#### Action item:
Return the records that follow unaltered. Omit every picture.

#### Information provided:
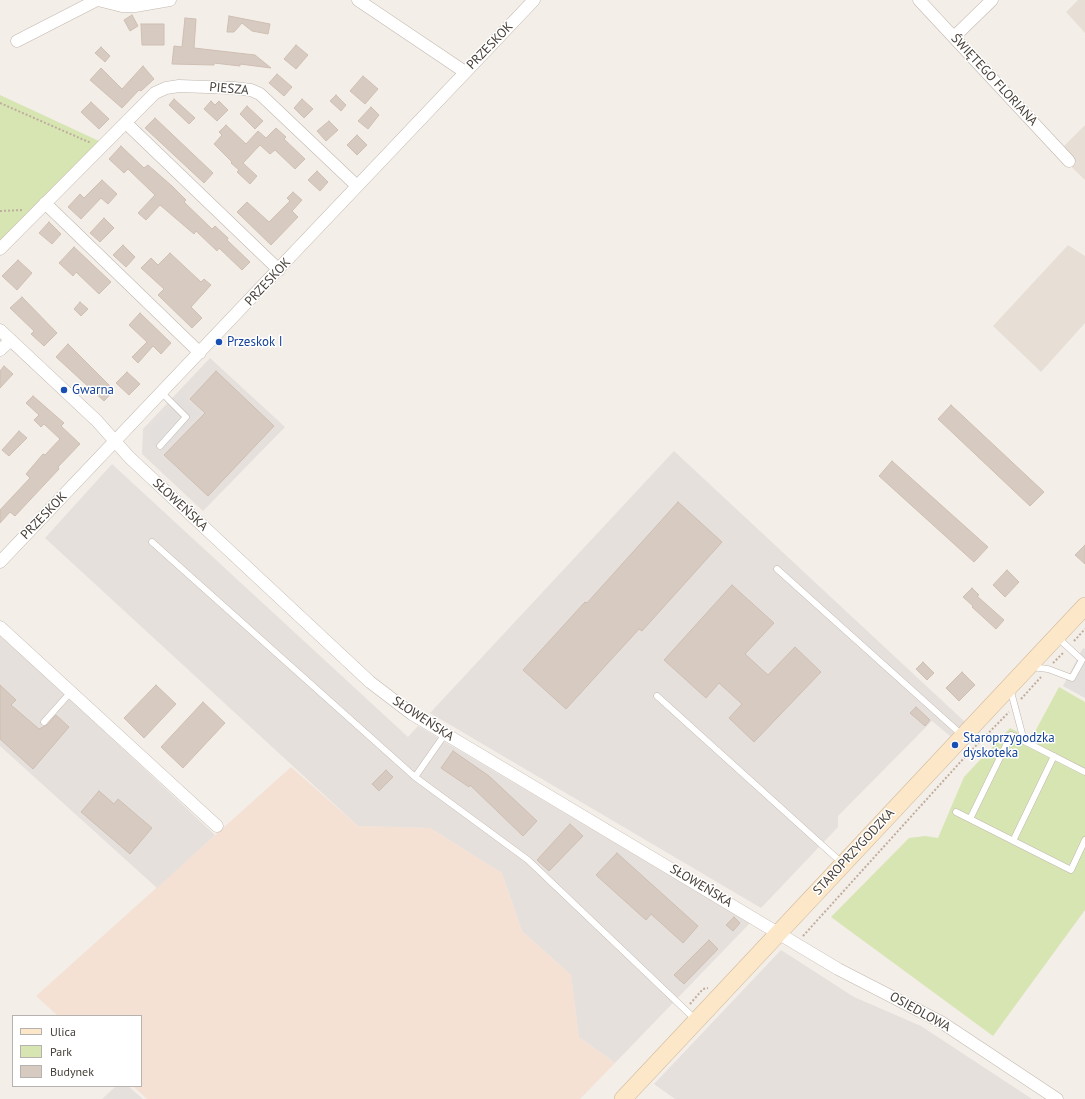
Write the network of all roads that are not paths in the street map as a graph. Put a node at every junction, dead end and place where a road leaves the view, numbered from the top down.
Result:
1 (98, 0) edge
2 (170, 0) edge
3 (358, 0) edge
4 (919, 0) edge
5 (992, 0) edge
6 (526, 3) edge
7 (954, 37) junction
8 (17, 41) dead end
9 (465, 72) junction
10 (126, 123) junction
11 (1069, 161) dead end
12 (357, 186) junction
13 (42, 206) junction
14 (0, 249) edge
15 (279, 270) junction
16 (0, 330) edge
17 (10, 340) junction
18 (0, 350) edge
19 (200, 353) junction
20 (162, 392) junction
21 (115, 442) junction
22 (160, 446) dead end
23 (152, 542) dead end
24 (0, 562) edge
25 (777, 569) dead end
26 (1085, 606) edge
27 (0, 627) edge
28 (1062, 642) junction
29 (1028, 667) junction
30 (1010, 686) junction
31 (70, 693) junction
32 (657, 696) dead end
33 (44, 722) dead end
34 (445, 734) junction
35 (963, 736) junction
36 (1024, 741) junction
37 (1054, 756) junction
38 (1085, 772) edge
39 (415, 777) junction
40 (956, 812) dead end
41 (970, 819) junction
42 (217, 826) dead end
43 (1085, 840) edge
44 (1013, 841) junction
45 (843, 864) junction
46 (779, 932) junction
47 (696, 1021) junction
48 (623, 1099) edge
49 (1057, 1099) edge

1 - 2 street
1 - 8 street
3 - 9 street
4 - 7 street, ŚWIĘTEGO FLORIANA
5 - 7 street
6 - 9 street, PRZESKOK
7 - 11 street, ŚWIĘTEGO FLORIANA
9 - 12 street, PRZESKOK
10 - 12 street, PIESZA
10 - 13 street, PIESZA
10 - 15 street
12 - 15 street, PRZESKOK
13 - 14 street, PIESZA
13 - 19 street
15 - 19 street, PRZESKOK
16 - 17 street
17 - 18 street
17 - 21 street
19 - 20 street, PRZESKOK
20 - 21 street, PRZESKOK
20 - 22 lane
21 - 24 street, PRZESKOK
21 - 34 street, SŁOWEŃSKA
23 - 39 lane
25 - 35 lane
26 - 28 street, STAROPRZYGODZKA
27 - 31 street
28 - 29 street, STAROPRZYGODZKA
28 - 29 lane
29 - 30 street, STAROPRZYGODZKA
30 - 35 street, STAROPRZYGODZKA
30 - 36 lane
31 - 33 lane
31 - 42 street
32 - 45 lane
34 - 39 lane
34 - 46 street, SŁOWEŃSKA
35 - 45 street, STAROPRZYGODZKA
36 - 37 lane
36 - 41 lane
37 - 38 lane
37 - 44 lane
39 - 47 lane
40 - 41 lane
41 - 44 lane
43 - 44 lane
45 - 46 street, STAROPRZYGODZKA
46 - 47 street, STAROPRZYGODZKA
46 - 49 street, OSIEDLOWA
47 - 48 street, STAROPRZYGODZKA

#### Exercise result:
Write the network of all roads that are not paths in the street map as a graph. Put a node at every junction, dead end and place where a road leaves the view, numbered from the top down.
Result:
1 (98, 0) edge
2 (170, 0) edge
3 (358, 0) edge
4 (919, 0) edge
5 (992, 0) edge
6 (526, 3) edge
7 (954, 37) junction
8 (17, 41) dead end
9 (465, 72) junction
10 (126, 123) junction
11 (1069, 161) dead end
12 (357, 186) junction
13 (42, 206) junction
14 (0, 249) edge
15 (279, 270) junction
16 (0, 330) edge
17 (10, 340) junction
18 (0, 350) edge
19 (200, 353) junction
20 (162, 392) junction
21 (115, 442) junction
22 (160, 446) dead end
23 (152, 542) dead end
24 (0, 562) edge
25 (777, 569) dead end
26 (1085, 606) edge
27 (0, 627) edge
28 (1062, 642) junction
29 (1028, 667) junction
30 (1010, 686) junction
31 (70, 693) junction
32 (657, 696) dead end
33 (44, 722) dead end
34 (445, 734) junction
35 (963, 736) junction
36 (1024, 741) junction
37 (1054, 756) junction
38 (1085, 772) edge
39 (415, 777) junction
40 (956, 812) dead end
41 (970, 819) junction
42 (217, 826) dead end
43 (1085, 840) edge
44 (1013, 841) junction
45 (843, 864) junction
46 (779, 932) junction
47 (696, 1021) junction
48 (623, 1099) edge
49 (1057, 1099) edge

1 - 2 street
1 - 8 street
3 - 9 street
4 - 7 street, ŚWIĘTEGO FLORIANA
5 - 7 street
6 - 9 street, PRZESKOK
7 - 11 street, ŚWIĘTEGO FLORIANA
9 - 12 street, PRZESKOK
10 - 12 street, PIESZA
10 - 13 street, PIESZA
10 - 15 street
12 - 15 street, PRZESKOK
13 - 14 street, PIESZA
13 - 19 street
15 - 19 street, PRZESKOK
16 - 17 street
17 - 18 street
17 - 21 street
19 - 20 street, PRZESKOK
20 - 21 street, PRZESKOK
20 - 22 lane
21 - 24 street, PRZESKOK
21 - 34 street, SŁOWEŃSKA
23 - 39 lane
25 - 35 lane
26 - 28 street, STAROPRZYGODZKA
27 - 31 street
28 - 29 street, STAROPRZYGODZKA
28 - 29 lane
29 - 30 street, STAROPRZYGODZKA
30 - 35 street, STAROPRZYGODZKA
30 - 36 lane
31 - 33 lane
31 - 42 street
32 - 45 lane
34 - 39 lane
34 - 46 street, SŁOWEŃSKA
35 - 45 street, STAROPRZYGODZKA
36 - 37 lane
36 - 41 lane
37 - 38 lane
37 - 44 lane
39 - 47 lane
40 - 41 lane
41 - 44 lane
43 - 44 lane
45 - 46 street, STAROPRZYGODZKA
46 - 47 street, STAROPRZYGODZKA
46 - 49 street, OSIEDLOWA
47 - 48 street, STAROPRZYGODZKA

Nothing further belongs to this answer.